(Extracted material)
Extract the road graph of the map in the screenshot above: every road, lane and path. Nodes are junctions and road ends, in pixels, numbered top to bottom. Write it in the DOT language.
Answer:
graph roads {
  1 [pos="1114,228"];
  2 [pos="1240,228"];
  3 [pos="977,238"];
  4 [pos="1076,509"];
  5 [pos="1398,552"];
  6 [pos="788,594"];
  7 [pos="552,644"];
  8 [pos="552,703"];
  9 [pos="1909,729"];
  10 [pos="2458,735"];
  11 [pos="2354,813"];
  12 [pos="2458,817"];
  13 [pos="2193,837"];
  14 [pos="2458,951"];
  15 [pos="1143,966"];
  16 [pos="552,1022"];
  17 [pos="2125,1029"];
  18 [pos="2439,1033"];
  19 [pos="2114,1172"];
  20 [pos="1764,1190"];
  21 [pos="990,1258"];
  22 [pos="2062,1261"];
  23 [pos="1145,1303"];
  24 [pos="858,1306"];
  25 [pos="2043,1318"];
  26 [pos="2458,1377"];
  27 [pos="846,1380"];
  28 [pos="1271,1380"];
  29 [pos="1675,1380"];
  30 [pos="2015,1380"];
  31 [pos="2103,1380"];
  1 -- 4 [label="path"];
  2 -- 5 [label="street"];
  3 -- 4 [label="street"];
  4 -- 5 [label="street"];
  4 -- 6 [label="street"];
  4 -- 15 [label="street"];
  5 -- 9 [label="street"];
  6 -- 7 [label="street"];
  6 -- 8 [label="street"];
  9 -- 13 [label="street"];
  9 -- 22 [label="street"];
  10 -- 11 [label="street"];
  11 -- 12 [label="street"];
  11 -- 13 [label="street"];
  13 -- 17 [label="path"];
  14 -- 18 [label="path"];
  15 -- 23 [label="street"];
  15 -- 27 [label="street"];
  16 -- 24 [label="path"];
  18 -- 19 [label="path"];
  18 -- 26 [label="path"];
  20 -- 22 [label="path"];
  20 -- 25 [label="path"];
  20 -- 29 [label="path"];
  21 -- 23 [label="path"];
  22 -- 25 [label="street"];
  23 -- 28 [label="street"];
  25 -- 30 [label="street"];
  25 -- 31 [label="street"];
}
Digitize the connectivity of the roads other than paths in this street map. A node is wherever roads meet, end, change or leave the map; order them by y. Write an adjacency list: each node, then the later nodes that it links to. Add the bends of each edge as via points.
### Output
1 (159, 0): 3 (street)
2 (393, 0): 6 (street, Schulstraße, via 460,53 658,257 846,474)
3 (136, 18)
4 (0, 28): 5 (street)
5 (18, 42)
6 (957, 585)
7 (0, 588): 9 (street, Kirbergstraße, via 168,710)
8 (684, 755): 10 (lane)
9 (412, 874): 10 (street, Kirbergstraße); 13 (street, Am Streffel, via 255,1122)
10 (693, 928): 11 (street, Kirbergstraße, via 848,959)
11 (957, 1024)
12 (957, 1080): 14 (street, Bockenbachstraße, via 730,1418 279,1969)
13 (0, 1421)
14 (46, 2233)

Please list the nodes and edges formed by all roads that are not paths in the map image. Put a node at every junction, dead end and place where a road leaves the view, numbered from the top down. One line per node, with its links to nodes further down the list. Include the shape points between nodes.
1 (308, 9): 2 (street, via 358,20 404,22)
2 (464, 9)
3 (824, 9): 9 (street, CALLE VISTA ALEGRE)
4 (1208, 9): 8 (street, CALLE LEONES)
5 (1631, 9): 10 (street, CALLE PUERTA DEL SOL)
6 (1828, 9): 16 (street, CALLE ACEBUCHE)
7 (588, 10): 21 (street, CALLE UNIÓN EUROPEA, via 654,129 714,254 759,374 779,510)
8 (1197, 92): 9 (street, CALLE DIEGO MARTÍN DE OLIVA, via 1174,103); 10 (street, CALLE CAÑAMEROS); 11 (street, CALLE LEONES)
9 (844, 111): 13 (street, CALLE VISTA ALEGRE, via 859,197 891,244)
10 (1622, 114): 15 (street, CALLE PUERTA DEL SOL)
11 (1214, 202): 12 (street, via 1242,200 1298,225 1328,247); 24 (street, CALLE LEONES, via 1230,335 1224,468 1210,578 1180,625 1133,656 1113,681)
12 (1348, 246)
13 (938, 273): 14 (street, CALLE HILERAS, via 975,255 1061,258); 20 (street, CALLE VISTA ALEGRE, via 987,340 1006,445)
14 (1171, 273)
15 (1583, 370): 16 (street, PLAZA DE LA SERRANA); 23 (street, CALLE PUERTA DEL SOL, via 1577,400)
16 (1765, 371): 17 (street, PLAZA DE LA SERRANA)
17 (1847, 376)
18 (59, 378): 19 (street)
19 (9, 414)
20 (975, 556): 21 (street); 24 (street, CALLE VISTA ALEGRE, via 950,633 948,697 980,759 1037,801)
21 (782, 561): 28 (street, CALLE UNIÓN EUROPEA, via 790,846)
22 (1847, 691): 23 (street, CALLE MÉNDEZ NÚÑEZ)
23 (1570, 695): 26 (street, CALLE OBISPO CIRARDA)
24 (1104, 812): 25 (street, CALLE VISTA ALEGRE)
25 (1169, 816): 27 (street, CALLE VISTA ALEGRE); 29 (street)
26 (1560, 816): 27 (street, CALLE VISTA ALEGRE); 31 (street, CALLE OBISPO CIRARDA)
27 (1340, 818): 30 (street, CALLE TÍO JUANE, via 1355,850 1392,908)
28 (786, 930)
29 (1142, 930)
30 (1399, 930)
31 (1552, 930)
(End Extracted material)
**Work required**
Report the count, and only the count, of lines in the records above that contain "Write".

**Answer space**
2